Dilbert, et al.; Dilbert v. Fuller, et al.


Weinfeld, District Judge.


The opinion of the court was delivered by: WEINFELD

WEINFELD, District Judge:

This litigation revolves about a contract for the sale of a block of unregistered stock of Dilbert's Quality Supermarkets, Inc., a corporation which had been engaged in the supermarket and food store business in the Metropolitan New York area. The litigants are (1) Arthur and Samuel Dilbert, the sellers of the stock; (2) Abraham Dilbert, their cousin, the purchaser of the stock; and (3) the partners of an investment and underwriting concern, S. D. Fuller & Co., *fn1" who jointly and severally guaranteed the performance by Abraham Dilbert of the purchase contract.

 Under the terms of the contract entered into on March 10, 1961, Abraham Dilbert agreed to purchase from his cousins, Arthur and Samuel, 164,540 shares of common stock, including the common stock to be obtained on conversion of preferred shares, at a price of $6 per share, for a total of $987,240. Upon execution of the contract $210,000 was paid for 35,000 shares, which were delivered on May 9, 1961. The balance of the shares as they came into the sellers' possession were to be deposited in escrow, and the purchaser was obligated to draw these down in five equal annual installments beginning on March 10, 1962, delivery to be made upon payment at the agreed price per share.

 No registration statement was in effect as to the 164,540 shares, which represented approximately twenty-seven per cent of the then outstanding stock. However, "Abraham Dilbert and his designees" agreed that the purchased shares were being acquired for investment so that the transaction would come within the exemption provision of Section 4(1) of the Securities Act of 1933. *fn2"

 The Fullers, upon execution of the contract and as required by its terms, signed the following guaranty: "Performance of the foregoing agreement by Abraham Dilbert is hereby guaranteed." Simultaneously, the Fullers entered into a separate agreement (referred to as the designation agreement) with the purchaser under which (as permitted by the stock purchase agreement) they, the Fullers, purchased 8,500 shares of Abraham Dilbert's initial acquisition of 35,000 shares, for which they paid $51,000; in addition, they agreed to purchase fifty-five per cent of the balance of the shares that Abraham was to take down in installments. *fn3"

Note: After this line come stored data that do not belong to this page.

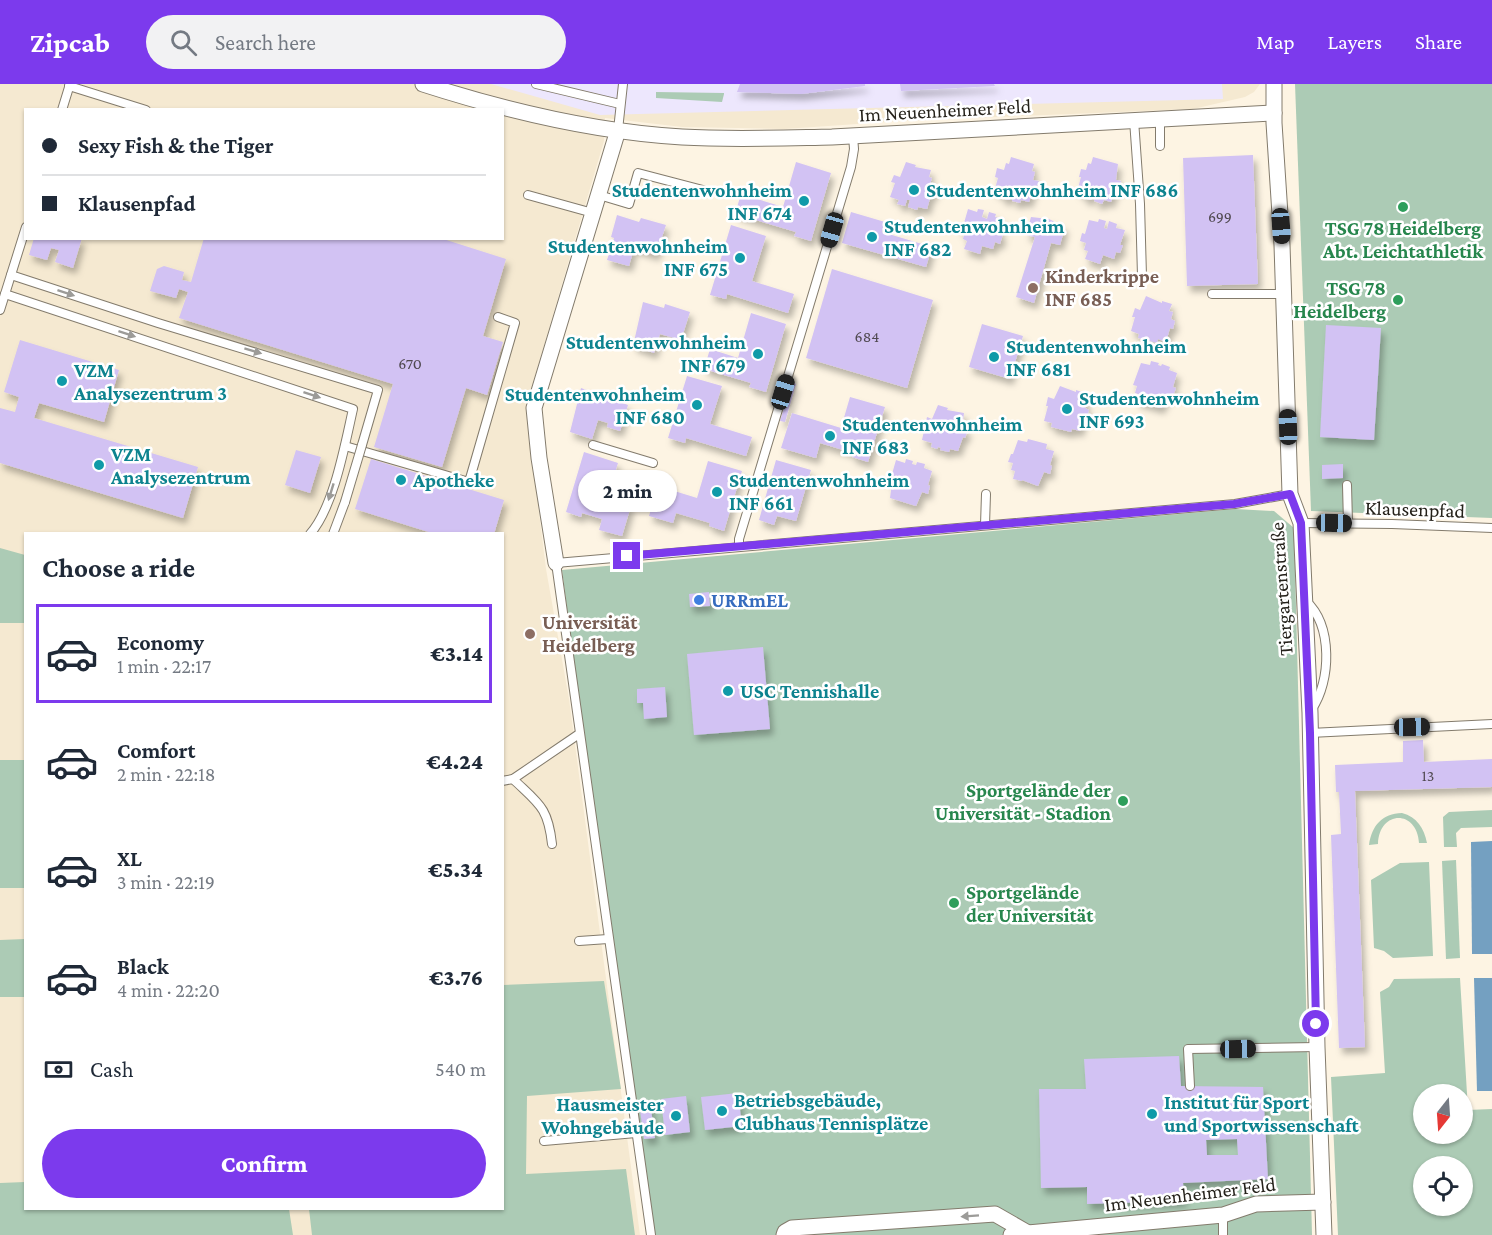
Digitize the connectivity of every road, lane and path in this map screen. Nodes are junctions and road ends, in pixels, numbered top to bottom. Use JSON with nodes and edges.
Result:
{"nodes":[{"id":1,"x":423,"y":84,"type":"edge"},
{"id":2,"x":536,"y":84,"type":"edge"},
{"id":3,"x":623,"y":84,"type":"edge"},
{"id":4,"x":1274,"y":84,"type":"edge"},
{"id":5,"x":70,"y":85,"type":"edge"},
{"id":6,"x":621,"y":104,"type":"junction"},
{"id":7,"x":63,"y":108,"type":"edge"},
{"id":8,"x":140,"y":108,"type":"edge"},
{"id":9,"x":1274,"y":113,"type":"junction"},
{"id":10,"x":1160,"y":119,"type":"junction"},
{"id":11,"x":1134,"y":120,"type":"junction"},
{"id":12,"x":618,"y":130,"type":"junction"},
{"id":13,"x":853,"y":136,"type":"junction"},
{"id":14,"x":1160,"y":146,"type":"dead end"},
{"id":15,"x":703,"y":190,"type":"dead end"},
{"id":16,"x":528,"y":195,"type":"dead end"},
{"id":17,"x":599,"y":195,"type":"junction"},
{"id":18,"x":593,"y":213,"type":"junction"},
{"id":19,"x":24,"y":233,"type":"edge"},
{"id":20,"x":11,"y":275,"type":"junction"},
{"id":21,"x":1142,"y":276,"type":"dead end"},
{"id":22,"x":5,"y":294,"type":"junction"},
{"id":23,"x":1212,"y":294,"type":"dead end"},
{"id":24,"x":1282,"y":294,"type":"junction"},
{"id":25,"x":0,"y":310,"type":"edge"},
{"id":26,"x":498,"y":317,"type":"dead end"},
{"id":27,"x":593,"y":445,"type":"dead end"},
{"id":28,"x":345,"y":446,"type":"junction"},
{"id":29,"x":653,"y":463,"type":"dead end"},
{"id":30,"x":1347,"y":485,"type":"dead end"},
{"id":31,"x":986,"y":494,"type":"dead end"},
{"id":32,"x":1290,"y":494,"type":"junction"},
{"id":33,"x":1301,"y":523,"type":"junction"},
{"id":34,"x":1348,"y":524,"type":"junction"},
{"id":35,"x":985,"y":525,"type":"junction"},
{"id":36,"x":1492,"y":528,"type":"edge"},
{"id":37,"x":312,"y":532,"type":"edge"},
{"id":38,"x":334,"y":532,"type":"edge"},
{"id":39,"x":739,"y":546,"type":"junction"},
{"id":40,"x":556,"y":563,"type":"junction"},
{"id":41,"x":1492,"y":724,"type":"edge"},
{"id":42,"x":1310,"y":733,"type":"junction"},
{"id":43,"x":579,"y":734,"type":"junction"},
{"id":44,"x":513,"y":779,"type":"junction"},
{"id":45,"x":504,"y":781,"type":"edge"},
{"id":46,"x":552,"y":844,"type":"dead end"},
{"id":47,"x":608,"y":939,"type":"junction"},
{"id":48,"x":579,"y":941,"type":"dead end"},
{"id":49,"x":1317,"y":1047,"type":"junction"},
{"id":50,"x":1190,"y":1086,"type":"dead end"},
{"id":51,"x":636,"y":1132,"type":"junction"},
{"id":52,"x":544,"y":1141,"type":"dead end"},
{"id":53,"x":1323,"y":1202,"type":"junction"},
{"id":54,"x":1223,"y":1215,"type":"junction"},
{"id":55,"x":1028,"y":1233,"type":"junction"},
{"id":56,"x":651,"y":1235,"type":"edge"},
{"id":57,"x":784,"y":1235,"type":"edge"},
{"id":58,"x":1011,"y":1235,"type":"edge"},
{"id":59,"x":1223,"y":1235,"type":"edge"},
{"id":60,"x":1324,"y":1235,"type":"edge"}],
"edges":[{"from":1,"to":12,"type":"street","name":"Im Neuenheimer Feld"},
{"from":2,"to":6,"type":"lane"},
{"from":3,"to":6,"type":"lane"},
{"from":4,"to":9,"type":"street","name":"Tiergartenstraße"},
{"from":5,"to":7,"type":"lane"},
{"from":5,"to":8,"type":"lane"},
{"from":6,"to":12,"type":"lane"},
{"from":9,"to":10,"type":"street","name":"Im Neuenheimer Feld"},
{"from":9,"to":24,"type":"street","name":"Tiergartenstraße"},
{"from":10,"to":11,"type":"street","name":"Im Neuenheimer Feld"},
{"from":10,"to":14,"type":"lane"},
{"from":11,"to":13,"type":"street","name":"Im Neuenheimer Feld"},
{"from":11,"to":21,"type":"lane"},
{"from":12,"to":13,"type":"street","name":"Im Neuenheimer Feld"},
{"from":12,"to":17,"type":"street"},
{"from":13,"to":39,"type":"lane"},
{"from":15,"to":17,"type":"lane"},
{"from":16,"to":18,"type":"lane"},
{"from":17,"to":18,"type":"street"},
{"from":18,"to":40,"type":"street"},
{"from":19,"to":20,"type":"lane"},
{"from":20,"to":22,"type":"lane"},
{"from":20,"to":38,"type":"lane","one_way":true,"bridge":true},
{"from":22,"to":25,"type":"lane"},
{"from":22,"to":28,"type":"lane","one_way":true},
{"from":23,"to":24,"type":"lane"},
{"from":24,"to":32,"type":"street","name":"Tiergartenstraße"},
{"from":26,"to":28,"type":"lane"},
{"from":27,"to":29,"type":"lane"},
{"from":28,"to":37,"type":"lane","one_way":true},
{"from":30,"to":34,"type":"lane"},
{"from":31,"to":35,"type":"lane"},
{"from":32,"to":33,"type":"street","name":"Tiergartenstraße"},
{"from":32,"to":35,"type":"lane"},
{"from":33,"to":34,"type":"lane","name":"Klausenpfad"},
{"from":33,"to":42,"type":"street","name":"Tiergartenstraße"},
{"from":34,"to":36,"type":"lane","name":"Klausenpfad"},
{"from":35,"to":39,"type":"lane"},
{"from":39,"to":40,"type":"lane"},
{"from":40,"to":43,"type":"lane"},
{"from":41,"to":42,"type":"lane"},
{"from":42,"to":49,"type":"street","name":"Tiergartenstraße"},
{"from":43,"to":44,"type":"lane"},
{"from":43,"to":47,"type":"lane"},
{"from":44,"to":45,"type":"lane"},
{"from":44,"to":46,"type":"lane"},
{"from":47,"to":48,"type":"lane"},
{"from":47,"to":51,"type":"lane"},
{"from":49,"to":50,"type":"lane"},
{"from":49,"to":53,"type":"street","name":"Tiergartenstraße"},
{"from":51,"to":52,"type":"lane"},
{"from":51,"to":56,"type":"lane"},
{"from":53,"to":54,"type":"street","name":"Im Neuenheimer Feld"},
{"from":53,"to":60,"type":"street","name":"Tiergartenstraße"},
{"from":54,"to":55,"type":"street","name":"Im Neuenheimer Feld"},
{"from":54,"to":59,"type":"lane"},
{"from":55,"to":57,"type":"street","one_way":true},
{"from":55,"to":58,"type":"street","name":"Im Neuenheimer Feld"}]}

 In March 1962 the sellers, upon the failure of the purchaser or the guarantors to take down and pay for the first installment, declared a default; in April 1962, by reason thereof, they claimed the entire purchase price and gave notice they intended to sue. But before the sellers instituted any action, the guarantors commenced this suit for a declaratory judgment that the contract for the sale of the stock was void and unenforceable on the grounds that the sale was not for investment, but was a public distribution in violation of Section 5 of the Securities Act of 1933, *fn4" and that the sellers did not own all of the stock contracted to be sold, a violation of Section 16(c) of the Securities Exchange Act of 1934. *fn5" The initial pleading asserted no charge of fraud or conspiracy on the part of Abraham, Arthur and Samuel Dilbert.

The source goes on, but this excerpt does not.